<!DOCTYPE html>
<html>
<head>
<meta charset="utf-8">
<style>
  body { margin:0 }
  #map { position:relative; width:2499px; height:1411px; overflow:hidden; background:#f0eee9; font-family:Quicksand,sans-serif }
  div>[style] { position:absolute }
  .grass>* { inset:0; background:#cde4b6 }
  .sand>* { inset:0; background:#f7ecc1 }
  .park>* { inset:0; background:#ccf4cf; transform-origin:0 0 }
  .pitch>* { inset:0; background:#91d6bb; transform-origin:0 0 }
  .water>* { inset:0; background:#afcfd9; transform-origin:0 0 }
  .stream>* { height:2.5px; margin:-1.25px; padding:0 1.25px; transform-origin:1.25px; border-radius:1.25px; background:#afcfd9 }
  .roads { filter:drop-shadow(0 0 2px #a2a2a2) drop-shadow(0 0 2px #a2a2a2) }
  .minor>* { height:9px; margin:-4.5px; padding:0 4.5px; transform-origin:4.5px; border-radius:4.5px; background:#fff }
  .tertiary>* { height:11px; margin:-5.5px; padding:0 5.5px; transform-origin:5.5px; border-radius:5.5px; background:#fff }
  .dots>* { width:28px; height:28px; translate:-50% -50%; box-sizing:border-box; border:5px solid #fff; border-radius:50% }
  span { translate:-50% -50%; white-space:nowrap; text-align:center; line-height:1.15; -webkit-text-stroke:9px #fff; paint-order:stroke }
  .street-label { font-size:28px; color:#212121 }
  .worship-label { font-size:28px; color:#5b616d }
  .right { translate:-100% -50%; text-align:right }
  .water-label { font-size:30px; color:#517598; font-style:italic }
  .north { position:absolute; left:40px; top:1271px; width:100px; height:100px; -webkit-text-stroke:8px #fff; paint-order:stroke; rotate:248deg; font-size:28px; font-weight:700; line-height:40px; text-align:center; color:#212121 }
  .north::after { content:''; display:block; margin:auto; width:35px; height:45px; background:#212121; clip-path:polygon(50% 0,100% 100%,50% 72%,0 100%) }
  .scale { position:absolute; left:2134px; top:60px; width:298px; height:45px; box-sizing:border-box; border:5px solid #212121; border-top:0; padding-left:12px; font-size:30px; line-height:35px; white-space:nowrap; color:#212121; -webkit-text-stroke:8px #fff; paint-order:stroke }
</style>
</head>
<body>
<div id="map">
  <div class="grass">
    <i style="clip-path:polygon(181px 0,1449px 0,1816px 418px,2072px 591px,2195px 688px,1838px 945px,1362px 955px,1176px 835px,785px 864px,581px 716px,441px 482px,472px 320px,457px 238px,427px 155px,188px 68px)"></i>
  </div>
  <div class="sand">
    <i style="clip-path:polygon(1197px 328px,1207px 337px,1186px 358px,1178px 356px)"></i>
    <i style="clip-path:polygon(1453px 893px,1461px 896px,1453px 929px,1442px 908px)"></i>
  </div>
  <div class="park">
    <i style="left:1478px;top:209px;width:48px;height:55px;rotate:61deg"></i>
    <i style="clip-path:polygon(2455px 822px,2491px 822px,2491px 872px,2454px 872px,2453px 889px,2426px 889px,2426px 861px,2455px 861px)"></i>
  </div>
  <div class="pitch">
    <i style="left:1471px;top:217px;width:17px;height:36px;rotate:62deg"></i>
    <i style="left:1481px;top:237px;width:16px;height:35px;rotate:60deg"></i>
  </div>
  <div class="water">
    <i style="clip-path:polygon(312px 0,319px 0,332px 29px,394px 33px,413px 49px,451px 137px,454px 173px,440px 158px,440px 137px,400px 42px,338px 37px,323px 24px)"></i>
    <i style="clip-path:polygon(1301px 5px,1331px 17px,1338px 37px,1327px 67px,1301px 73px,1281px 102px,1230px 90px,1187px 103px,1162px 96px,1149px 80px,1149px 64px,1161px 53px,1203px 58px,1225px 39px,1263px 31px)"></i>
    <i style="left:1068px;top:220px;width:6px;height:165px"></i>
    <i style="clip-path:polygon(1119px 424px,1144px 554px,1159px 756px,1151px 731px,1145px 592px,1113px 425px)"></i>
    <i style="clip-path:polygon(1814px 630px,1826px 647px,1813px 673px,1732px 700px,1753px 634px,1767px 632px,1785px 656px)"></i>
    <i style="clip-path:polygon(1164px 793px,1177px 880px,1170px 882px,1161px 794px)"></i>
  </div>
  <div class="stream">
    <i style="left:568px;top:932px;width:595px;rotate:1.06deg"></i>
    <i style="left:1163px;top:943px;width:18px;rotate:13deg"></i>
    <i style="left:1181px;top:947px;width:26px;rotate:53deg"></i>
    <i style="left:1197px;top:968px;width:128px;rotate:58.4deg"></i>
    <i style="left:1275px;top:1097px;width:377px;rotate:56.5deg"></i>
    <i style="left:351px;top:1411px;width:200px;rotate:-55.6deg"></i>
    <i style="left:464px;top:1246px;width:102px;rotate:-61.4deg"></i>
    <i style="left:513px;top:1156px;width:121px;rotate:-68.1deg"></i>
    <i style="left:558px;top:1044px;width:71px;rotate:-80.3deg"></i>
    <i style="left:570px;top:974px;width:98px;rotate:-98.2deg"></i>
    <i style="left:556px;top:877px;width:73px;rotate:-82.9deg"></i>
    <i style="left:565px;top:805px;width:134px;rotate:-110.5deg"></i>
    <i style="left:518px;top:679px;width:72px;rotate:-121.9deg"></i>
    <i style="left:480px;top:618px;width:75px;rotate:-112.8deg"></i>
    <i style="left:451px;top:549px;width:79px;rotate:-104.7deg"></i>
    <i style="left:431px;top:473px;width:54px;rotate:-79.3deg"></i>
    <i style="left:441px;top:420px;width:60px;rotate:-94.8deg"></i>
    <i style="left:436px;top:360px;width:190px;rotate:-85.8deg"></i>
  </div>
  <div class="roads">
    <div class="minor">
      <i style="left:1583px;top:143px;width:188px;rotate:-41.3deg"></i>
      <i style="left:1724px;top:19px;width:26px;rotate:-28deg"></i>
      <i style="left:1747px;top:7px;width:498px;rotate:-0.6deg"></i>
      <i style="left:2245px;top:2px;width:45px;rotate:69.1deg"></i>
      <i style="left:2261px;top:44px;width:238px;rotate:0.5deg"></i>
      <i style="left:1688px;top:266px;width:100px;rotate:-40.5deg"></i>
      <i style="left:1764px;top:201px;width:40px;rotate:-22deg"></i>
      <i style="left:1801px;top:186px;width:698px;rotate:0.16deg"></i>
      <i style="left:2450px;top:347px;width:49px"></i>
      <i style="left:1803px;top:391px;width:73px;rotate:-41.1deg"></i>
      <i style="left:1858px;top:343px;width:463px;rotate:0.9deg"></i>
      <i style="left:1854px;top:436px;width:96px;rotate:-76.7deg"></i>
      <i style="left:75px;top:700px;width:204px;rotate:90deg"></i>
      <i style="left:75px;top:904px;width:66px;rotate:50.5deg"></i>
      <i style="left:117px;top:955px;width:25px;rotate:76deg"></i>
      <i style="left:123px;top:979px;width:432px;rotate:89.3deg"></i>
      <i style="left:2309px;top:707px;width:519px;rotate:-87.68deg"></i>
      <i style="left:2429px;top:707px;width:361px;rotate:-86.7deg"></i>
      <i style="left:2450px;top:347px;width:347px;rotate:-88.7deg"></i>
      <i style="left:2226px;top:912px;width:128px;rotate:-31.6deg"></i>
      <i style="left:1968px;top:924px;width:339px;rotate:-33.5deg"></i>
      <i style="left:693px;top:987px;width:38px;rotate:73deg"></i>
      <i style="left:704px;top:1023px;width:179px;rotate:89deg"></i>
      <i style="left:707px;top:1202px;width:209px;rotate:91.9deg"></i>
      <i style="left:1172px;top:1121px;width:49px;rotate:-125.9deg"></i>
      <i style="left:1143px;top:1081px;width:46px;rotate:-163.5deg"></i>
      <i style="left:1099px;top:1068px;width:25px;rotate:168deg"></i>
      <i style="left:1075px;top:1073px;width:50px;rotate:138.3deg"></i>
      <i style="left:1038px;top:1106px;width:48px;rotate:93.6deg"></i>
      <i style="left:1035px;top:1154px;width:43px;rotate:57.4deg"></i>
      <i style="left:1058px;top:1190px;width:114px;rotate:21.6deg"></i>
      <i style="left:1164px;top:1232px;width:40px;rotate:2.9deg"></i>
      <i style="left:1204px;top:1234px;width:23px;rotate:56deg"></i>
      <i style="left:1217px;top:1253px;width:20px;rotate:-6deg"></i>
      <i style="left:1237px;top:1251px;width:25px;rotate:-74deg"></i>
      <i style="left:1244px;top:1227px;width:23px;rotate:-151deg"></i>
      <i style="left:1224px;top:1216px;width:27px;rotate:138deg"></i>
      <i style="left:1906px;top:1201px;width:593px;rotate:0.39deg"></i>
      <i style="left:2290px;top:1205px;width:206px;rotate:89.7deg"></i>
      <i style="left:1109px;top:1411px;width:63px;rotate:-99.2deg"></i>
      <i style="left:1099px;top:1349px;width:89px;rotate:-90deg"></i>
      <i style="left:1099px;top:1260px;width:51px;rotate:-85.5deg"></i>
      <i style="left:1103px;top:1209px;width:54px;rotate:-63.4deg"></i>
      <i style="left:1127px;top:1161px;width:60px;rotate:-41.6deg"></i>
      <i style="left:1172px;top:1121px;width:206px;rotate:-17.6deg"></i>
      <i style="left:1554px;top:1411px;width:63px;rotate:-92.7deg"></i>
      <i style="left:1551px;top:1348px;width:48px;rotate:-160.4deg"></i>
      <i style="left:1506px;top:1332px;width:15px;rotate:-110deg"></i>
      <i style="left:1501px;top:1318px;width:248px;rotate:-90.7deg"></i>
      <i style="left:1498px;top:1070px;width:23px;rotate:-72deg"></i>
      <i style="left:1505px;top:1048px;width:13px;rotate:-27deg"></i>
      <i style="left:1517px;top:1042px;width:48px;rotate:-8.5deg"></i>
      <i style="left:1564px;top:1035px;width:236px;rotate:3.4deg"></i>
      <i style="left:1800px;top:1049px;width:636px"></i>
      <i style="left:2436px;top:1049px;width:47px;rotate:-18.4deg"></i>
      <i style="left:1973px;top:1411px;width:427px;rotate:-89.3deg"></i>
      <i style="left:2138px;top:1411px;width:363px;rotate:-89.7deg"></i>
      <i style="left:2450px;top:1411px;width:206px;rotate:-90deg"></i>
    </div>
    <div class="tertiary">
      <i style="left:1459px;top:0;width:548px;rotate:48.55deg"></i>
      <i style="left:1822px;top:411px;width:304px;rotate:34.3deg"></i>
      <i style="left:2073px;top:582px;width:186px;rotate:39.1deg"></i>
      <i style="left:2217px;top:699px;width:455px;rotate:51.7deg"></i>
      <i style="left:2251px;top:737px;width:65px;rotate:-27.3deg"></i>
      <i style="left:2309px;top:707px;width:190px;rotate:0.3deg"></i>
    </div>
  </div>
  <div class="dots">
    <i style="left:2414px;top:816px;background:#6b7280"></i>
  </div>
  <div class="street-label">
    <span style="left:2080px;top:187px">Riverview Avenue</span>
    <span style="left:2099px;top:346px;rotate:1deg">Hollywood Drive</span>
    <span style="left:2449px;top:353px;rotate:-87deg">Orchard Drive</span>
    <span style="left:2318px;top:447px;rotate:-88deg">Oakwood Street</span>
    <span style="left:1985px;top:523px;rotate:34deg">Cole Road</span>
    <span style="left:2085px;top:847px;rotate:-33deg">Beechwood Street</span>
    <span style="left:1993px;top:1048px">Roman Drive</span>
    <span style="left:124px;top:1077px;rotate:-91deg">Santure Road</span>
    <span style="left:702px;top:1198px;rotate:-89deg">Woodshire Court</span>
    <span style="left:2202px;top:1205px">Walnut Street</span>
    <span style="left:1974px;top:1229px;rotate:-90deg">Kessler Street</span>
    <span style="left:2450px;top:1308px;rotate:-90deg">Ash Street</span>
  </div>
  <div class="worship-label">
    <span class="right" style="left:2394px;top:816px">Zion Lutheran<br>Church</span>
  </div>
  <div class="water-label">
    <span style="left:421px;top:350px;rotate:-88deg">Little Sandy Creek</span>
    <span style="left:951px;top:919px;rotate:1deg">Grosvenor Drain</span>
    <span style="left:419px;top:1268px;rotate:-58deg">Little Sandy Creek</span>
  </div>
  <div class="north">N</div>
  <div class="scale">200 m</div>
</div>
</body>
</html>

##########

# Task description
Wherever the string "margin" shows up in the material, copy the line that holds it.

# Answer section
  body { margin:0 }
  .stream>* { height:2.5px; margin:-1.25px; padding:0 1.25px; transform-origin:1.25px; border-radius:1.25px; background:#afcfd9 }
  .minor>* { height:9px; margin:-4.5px; padding:0 4.5px; transform-origin:4.5px; border-radius:4.5px; background:#fff }
  .tertiary>* { height:11px; margin:-5.5px; padding:0 5.5px; transform-origin:5.5px; border-radius:5.5px; background:#fff }
  .north::after { content:''; display:block; margin:auto; width:35px; height:45px; background:#212121; clip-path:polygon(50% 0,100% 100%,50% 72%,0 100%) }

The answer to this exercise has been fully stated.